In 1994 a doctor told Klaus he would die from a combination of a bad diet, too much alcohol and high blood pressure. Klaus, in the long tradition of extremists, hit the road. After 3 months traveling it came to him loud and clear - this is my life.
So it is. The camels pull a motorless mini-van fitted with all his belongings. Actually only Willy pulls it because Snowy won't work. Klaus walks beside them at a cracking pace. In the Hermannsburg Precinct he was joined daily by little kids and for the week by a stray dog we christened Klaus.
Klaus was a complex old man. He fussed over his camels at night with cuddles and affectionate words spoken in German. Like the swagman John he is a minimalist - "If you learn to live on very little you don't have to take crap from anyone." Reminiscent of John's "if you have nothing you can go anywhere."
Klaus left with his camels for Western Australia. Dog Klaus didn't come that day or he would have joined the traveling band of one German and two camels into the harsh and beautiful world of endless walking.
MASAHITO
The greatest Japanese haiku poet, Matsuo Bashō, renounced urban life for nature, wandering the Alps for inspiration. He, like many solo travelers, suffered from a troubled mind and sought deep quiet.
Over three hundred years later, a young man called Masahito Yoshida follows in his tradition of walking in solitude. I met him on the road near Burra in South Australia as he pulled his cart from Melbourne to Darwin.

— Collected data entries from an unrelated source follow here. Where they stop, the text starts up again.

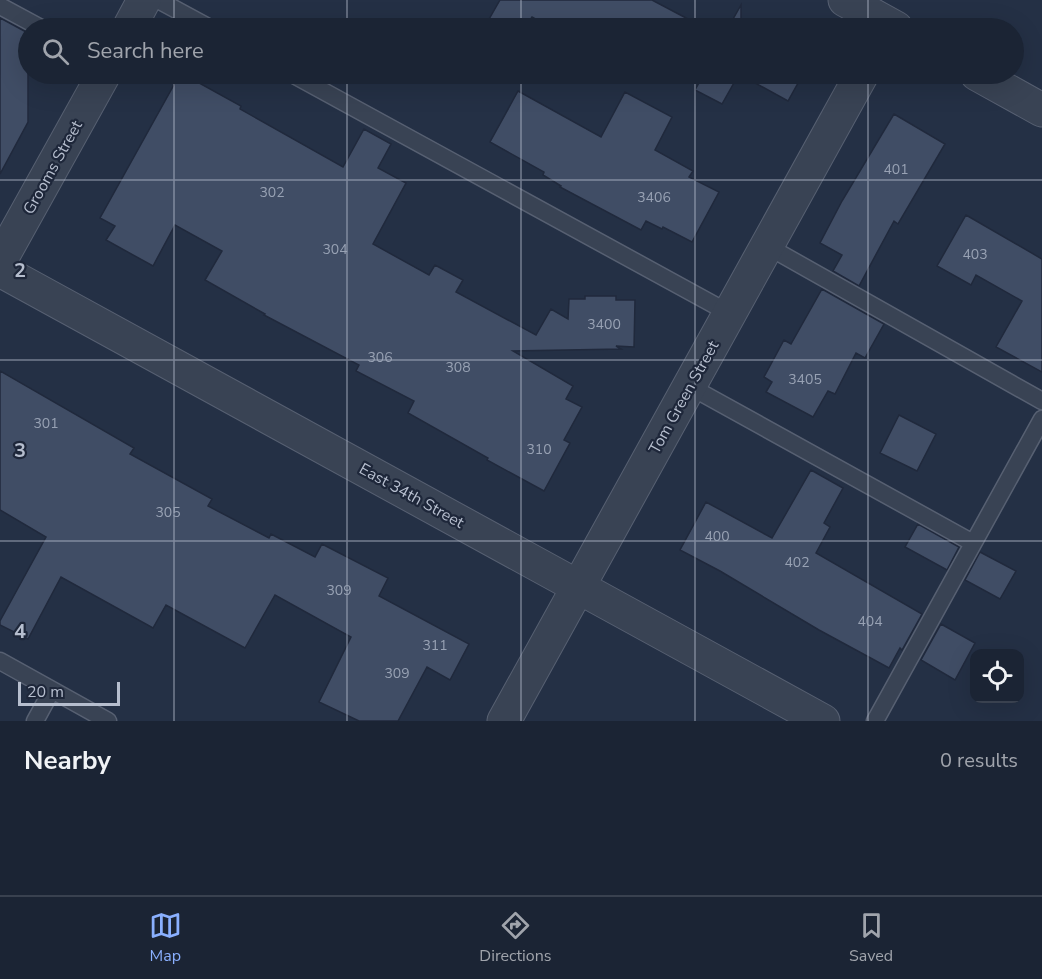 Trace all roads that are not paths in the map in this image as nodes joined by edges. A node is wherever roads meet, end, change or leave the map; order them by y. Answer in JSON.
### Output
{"nodes":[{"id":1,"x":144,"y":0,"type":"edge"},
{"id":2,"x":158,"y":0,"type":"edge"},
{"id":3,"x":844,"y":0,"type":"edge"},
{"id":4,"x":0,"y":6,"type":"edge"},
{"id":5,"x":22,"y":18,"type":"edge"},
{"id":6,"x":134,"y":18,"type":"edge"},
{"id":7,"x":191,"y":18,"type":"edge"},
{"id":8,"x":889,"y":18,"type":"edge"},
{"id":9,"x":98,"y":84,"type":"edge"},
{"id":10,"x":310,"y":84,"type":"edge"},
{"id":11,"x":856,"y":84,"type":"edge"},
{"id":12,"x":995,"y":84,"type":"edge"},
{"id":13,"x":1042,"y":110,"type":"edge"},
{"id":14,"x":767,"y":246,"type":"junction"},
{"id":15,"x":0,"y":261,"type":"edge"},
{"id":16,"x":0,"y":270,"type":"edge"},
{"id":17,"x":729,"y":313,"type":"junction"},
{"id":18,"x":689,"y":386,"type":"junction"},
{"id":19,"x":1042,"y":401,"type":"edge"},
{"id":20,"x":1042,"y":419,"type":"edge"},
{"id":21,"x":974,"y":543,"type":"junction"},
{"id":22,"x":578,"y":587,"type":"junction"},
{"id":23,"x":0,"y":661,"type":"edge"},
{"id":24,"x":52,"y":690,"type":"junction"},
{"id":25,"x":35,"y":721,"type":"edge"},
{"id":26,"x":108,"y":721,"type":"edge"},
{"id":27,"x":504,"y":721,"type":"edge"},
{"id":28,"x":823,"y":721,"type":"edge"},
{"id":29,"x":875,"y":721,"type":"edge"}],
"edges":[{"from":1,"to":6,"type":"street"},
{"from":2,"to":7,"type":"lane"},
{"from":3,"to":8,"type":"street"},
{"from":4,"to":5,"type":"lane"},
{"from":9,"to":15,"type":"street","name":"Grooms Street"},
{"from":10,"to":17,"type":"lane"},
{"from":11,"to":14,"type":"street","name":"Tom Green Street"},
{"from":12,"to":13,"type":"street"},
{"from":14,"to":17,"type":"street","name":"Tom Green Street"},
{"from":14,"to":19,"type":"lane"},
{"from":16,"to":22,"type":"street","name":"East 34th Street"},
{"from":17,"to":18,"type":"street","name":"Tom Green Street"},
{"from":18,"to":21,"type":"lane"},
{"from":18,"to":22,"type":"street","name":"Tom Green Street"},
{"from":20,"to":21,"type":"lane"},
{"from":21,"to":29,"type":"lane"},
{"from":22,"to":27,"type":"street","name":"Tom Green Street"},
{"from":22,"to":28,"type":"street","name":"East 34th Street"},
{"from":23,"to":24,"type":"lane"},
{"from":24,"to":25,"type":"lane"},
{"from":24,"to":26,"type":"lane"}]} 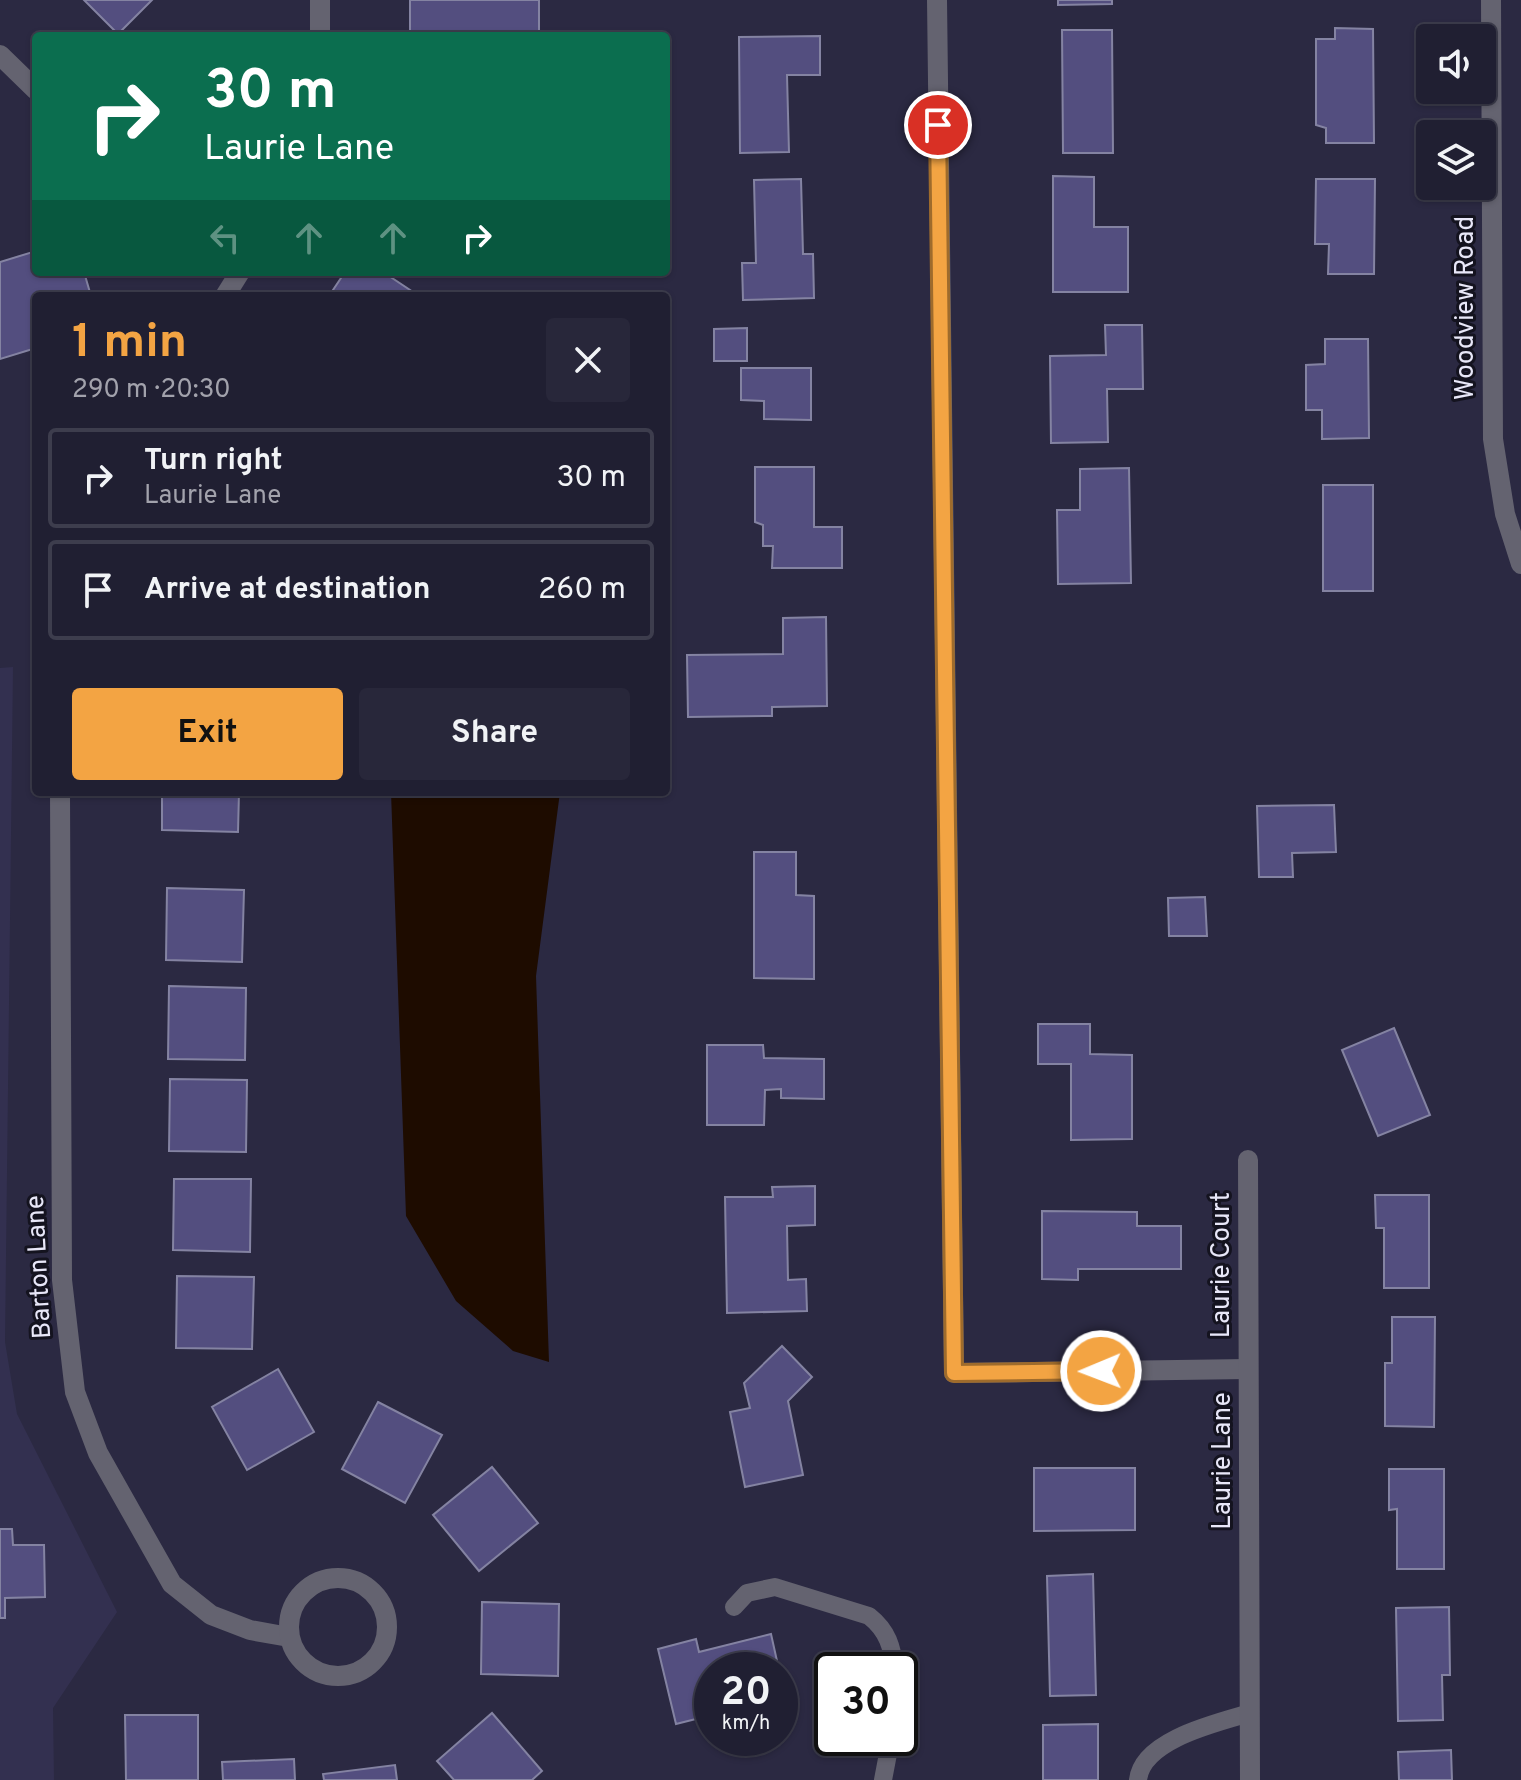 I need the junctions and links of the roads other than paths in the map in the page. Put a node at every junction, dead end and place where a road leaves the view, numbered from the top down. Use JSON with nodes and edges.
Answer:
{"nodes":[{"id":1,"x":320,"y":0,"type":"edge"},
{"id":2,"x":937,"y":0,"type":"edge"},
{"id":3,"x":1491,"y":0,"type":"edge"},
{"id":4,"x":320,"y":32,"type":"edge"},
{"id":5,"x":0,"y":55,"type":"edge"},
{"id":6,"x":32,"y":86,"type":"edge"},
{"id":7,"x":1521,"y":564,"type":"edge"},
{"id":8,"x":60,"y":796,"type":"edge"},
{"id":9,"x":1248,"y":1160,"type":"dead end"},
{"id":10,"x":1248,"y":1369,"type":"junction"},
{"id":11,"x":734,"y":1607,"type":"dead end"},
{"id":12,"x":289,"y":1637,"type":"junction"},
{"id":13,"x":893,"y":1652,"type":"edge"},
{"id":14,"x":1250,"y":1713,"type":"junction"},
{"id":15,"x":888,"y":1756,"type":"edge"},
{"id":16,"x":883,"y":1780,"type":"edge"},
{"id":17,"x":1138,"y":1780,"type":"edge"},
{"id":18,"x":1250,"y":1780,"type":"edge"}],
"edges":[{"from":1,"to":4,"type":"street"},
{"from":2,"to":10,"type":"street","name":"Laurie Lane"},
{"from":3,"to":7,"type":"street","name":"Woodview Road"},
{"from":5,"to":6,"type":"street"},
{"from":8,"to":12,"type":"street","name":"Barton Lane"},
{"from":9,"to":10,"type":"street","name":"Laurie Court"},
{"from":10,"to":14,"type":"street","name":"Laurie Lane"},
{"from":11,"to":13,"type":"lane"},
{"from":12,"to":12,"type":"street"},
{"from":14,"to":17,"type":"lane"},
{"from":14,"to":18,"type":"street","name":"Laurie Lane"},
{"from":15,"to":16,"type":"lane"}]} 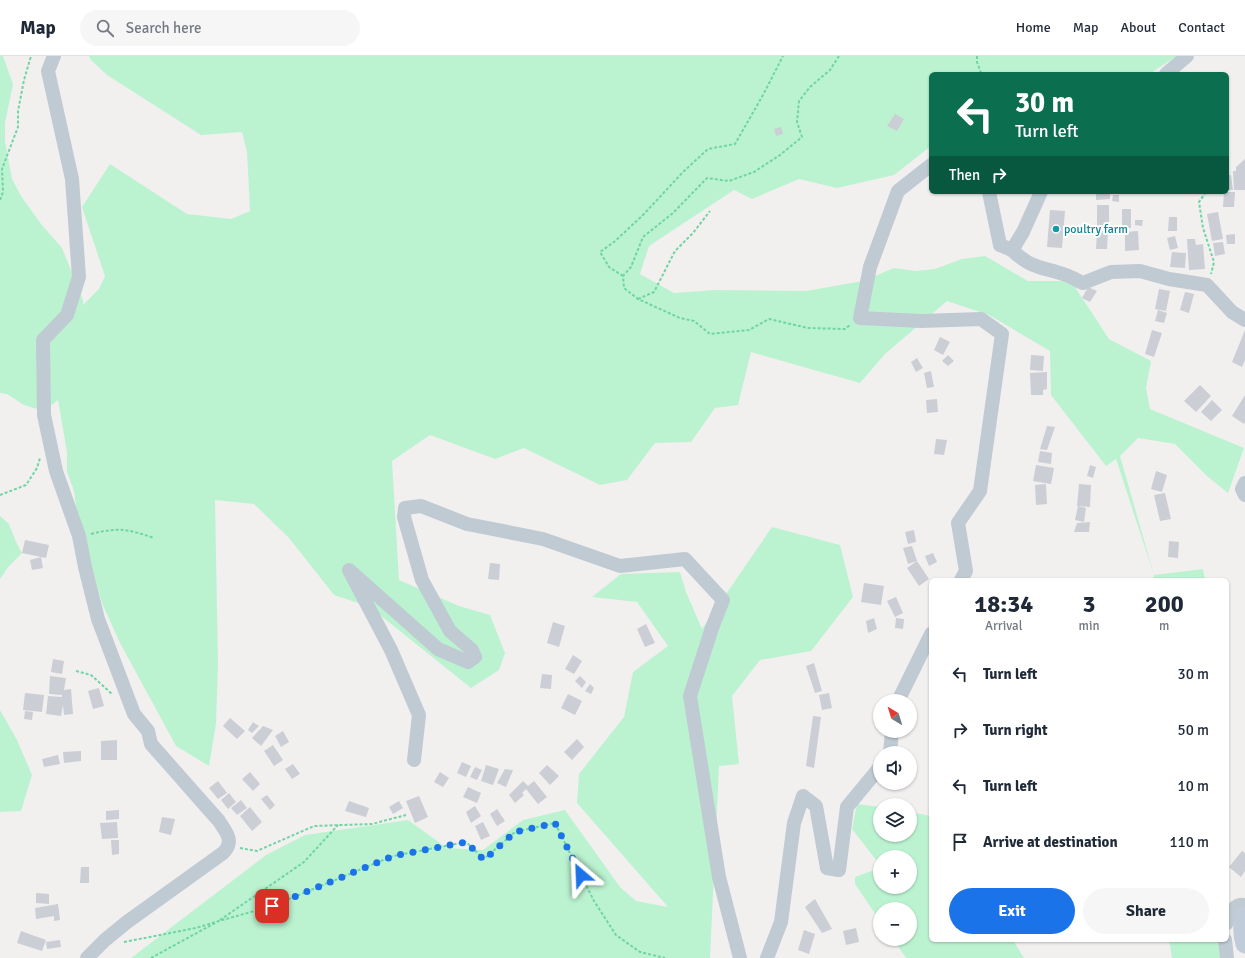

Through very broken English these are the shards of his story - I work ... sleep ... work ... sleep ... no life. Now i just walk.
Sure does. From Shanghai, where he started a 16,000km walk through Asia and Europe to Lisbon. Then from Philadelphia to Vancouver and after reaching Darwin he will fly to Singapore and pull his cart to Shanghai.
I was in a pub in the Kangaroo Valley many years ago. It was just me and two old farmers. It was deadly quiet. Eventually one of them said ... I saw Dougie the other day, in his paddock ... many minutes passed ... walkin?.
A wasteland of silence lay in the room .. until finally the other farmer looked at him with an expression of delayed shock ... walkin? ... as though the thought was so alien as to defy rational thought.
God knows what they would have thought of Masahito Yoshida.
PETREA & RUEBEN
Petrea & Rueben don't have a home. They travel for half the year and for the other half work at Kings Creek Station in Central Australia. I met them in Wilcannia where Rueben was born and raised. He wears a T-shirt that reads I have no job ... I have no money ... I have no car ... but I'm in a band.
Memory joins the other things he doesn't have because he has early onset dementia.
They both remember how to have fun though. As 'The Roadies' Petrea & Rueben perform in tiny outback towns. If Steinbeck was writing about Australia it would be with characters like these in mind.
They loved Tommie as only people with enormous hearts can. They loved Wilcannia as only people with compassion for the desperate can. They loved each other as only lovers can. I'll visit them this year in King's Creek.
There will be so many people like Petrea & Rueben to meet on this journey.
Fossicking around little towns and outback stations to uncover them is at the core of my mission.